» **Description of the task**: Output every entry verbatim.

Saved data entries
────────────────────────────────────────

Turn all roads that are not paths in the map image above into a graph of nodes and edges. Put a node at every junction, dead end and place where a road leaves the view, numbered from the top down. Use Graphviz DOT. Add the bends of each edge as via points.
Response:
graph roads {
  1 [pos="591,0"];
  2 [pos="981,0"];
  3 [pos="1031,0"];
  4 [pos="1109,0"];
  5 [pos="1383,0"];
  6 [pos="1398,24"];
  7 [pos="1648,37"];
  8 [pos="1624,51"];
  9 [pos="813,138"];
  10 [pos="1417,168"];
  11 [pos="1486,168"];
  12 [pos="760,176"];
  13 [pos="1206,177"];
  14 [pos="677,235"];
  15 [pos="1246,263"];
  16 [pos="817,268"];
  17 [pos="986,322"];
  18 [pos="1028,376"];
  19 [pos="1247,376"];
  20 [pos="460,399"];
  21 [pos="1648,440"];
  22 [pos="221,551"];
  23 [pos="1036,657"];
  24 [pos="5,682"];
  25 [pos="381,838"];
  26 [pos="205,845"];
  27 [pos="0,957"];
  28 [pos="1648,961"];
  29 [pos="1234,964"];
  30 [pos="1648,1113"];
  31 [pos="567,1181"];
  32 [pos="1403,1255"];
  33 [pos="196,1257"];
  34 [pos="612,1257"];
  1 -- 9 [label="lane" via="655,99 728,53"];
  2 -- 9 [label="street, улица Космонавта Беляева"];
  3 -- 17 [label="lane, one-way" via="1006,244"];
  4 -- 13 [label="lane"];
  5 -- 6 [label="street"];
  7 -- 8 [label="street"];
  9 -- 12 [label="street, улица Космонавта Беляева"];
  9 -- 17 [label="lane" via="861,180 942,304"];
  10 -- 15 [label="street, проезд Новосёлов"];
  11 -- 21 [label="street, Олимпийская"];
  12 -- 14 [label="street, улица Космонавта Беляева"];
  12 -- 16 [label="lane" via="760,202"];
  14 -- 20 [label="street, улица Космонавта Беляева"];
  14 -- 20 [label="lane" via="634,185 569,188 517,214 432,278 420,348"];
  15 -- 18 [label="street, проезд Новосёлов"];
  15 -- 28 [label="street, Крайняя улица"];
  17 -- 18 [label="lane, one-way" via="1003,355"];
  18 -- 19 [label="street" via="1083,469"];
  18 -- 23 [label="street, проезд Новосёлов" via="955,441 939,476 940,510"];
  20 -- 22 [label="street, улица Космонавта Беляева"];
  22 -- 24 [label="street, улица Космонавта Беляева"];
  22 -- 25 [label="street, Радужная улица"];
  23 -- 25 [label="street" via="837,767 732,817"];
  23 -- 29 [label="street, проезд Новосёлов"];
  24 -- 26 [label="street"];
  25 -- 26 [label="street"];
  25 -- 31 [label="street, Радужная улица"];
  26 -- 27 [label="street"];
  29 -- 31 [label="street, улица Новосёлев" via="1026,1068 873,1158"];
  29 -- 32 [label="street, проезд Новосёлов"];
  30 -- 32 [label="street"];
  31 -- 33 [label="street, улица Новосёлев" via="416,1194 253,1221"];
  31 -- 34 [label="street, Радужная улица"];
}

────────────────────────────────────────

» **Task answer**:
Turn all roads that are not paths in the map image above into a graph of nodes and edges. Put a node at every junction, dead end and place where a road leaves the view, numbered from the top down. Use Graphviz DOT. Add the bends of each edge as via points.
Response:
graph roads {
  1 [pos="591,0"];
  2 [pos="981,0"];
  3 [pos="1031,0"];
  4 [pos="1109,0"];
  5 [pos="1383,0"];
  6 [pos="1398,24"];
  7 [pos="1648,37"];
  8 [pos="1624,51"];
  9 [pos="813,138"];
  10 [pos="1417,168"];
  11 [pos="1486,168"];
  12 [pos="760,176"];
  13 [pos="1206,177"];
  14 [pos="677,235"];
  15 [pos="1246,263"];
  16 [pos="817,268"];
  17 [pos="986,322"];
  18 [pos="1028,376"];
  19 [pos="1247,376"];
  20 [pos="460,399"];
  21 [pos="1648,440"];
  22 [pos="221,551"];
  23 [pos="1036,657"];
  24 [pos="5,682"];
  25 [pos="381,838"];
  26 [pos="205,845"];
  27 [pos="0,957"];
  28 [pos="1648,961"];
  29 [pos="1234,964"];
  30 [pos="1648,1113"];
  31 [pos="567,1181"];
  32 [pos="1403,1255"];
  33 [pos="196,1257"];
  34 [pos="612,1257"];
  1 -- 9 [label="lane" via="655,99 728,53"];
  2 -- 9 [label="street, улица Космонавта Беляева"];
  3 -- 17 [label="lane, one-way" via="1006,244"];
  4 -- 13 [label="lane"];
  5 -- 6 [label="street"];
  7 -- 8 [label="street"];
  9 -- 12 [label="street, улица Космонавта Беляева"];
  9 -- 17 [label="lane" via="861,180 942,304"];
  10 -- 15 [label="street, проезд Новосёлов"];
  11 -- 21 [label="street, Олимпийская"];
  12 -- 14 [label="street, улица Космонавта Беляева"];
  12 -- 16 [label="lane" via="760,202"];
  14 -- 20 [label="street, улица Космонавта Беляева"];
  14 -- 20 [label="lane" via="634,185 569,188 517,214 432,278 420,348"];
  15 -- 18 [label="street, проезд Новосёлов"];
  15 -- 28 [label="street, Крайняя улица"];
  17 -- 18 [label="lane, one-way" via="1003,355"];
  18 -- 19 [label="street" via="1083,469"];
  18 -- 23 [label="street, проезд Новосёлов" via="955,441 939,476 940,510"];
  20 -- 22 [label="street, улица Космонавта Беляева"];
  22 -- 24 [label="street, улица Космонавта Беляева"];
  22 -- 25 [label="street, Радужная улица"];
  23 -- 25 [label="street" via="837,767 732,817"];
  23 -- 29 [label="street, проезд Новосёлов"];
  24 -- 26 [label="street"];
  25 -- 26 [label="street"];
  25 -- 31 [label="street, Радужная улица"];
  26 -- 27 [label="street"];
  29 -- 31 [label="street, улица Новосёлев" via="1026,1068 873,1158"];
  29 -- 32 [label="street, проезд Новосёлов"];
  30 -- 32 [label="street"];
  31 -- 33 [label="street, улица Новосёлев" via="416,1194 253,1221"];
  31 -- 34 [label="street, Радужная улица"];
}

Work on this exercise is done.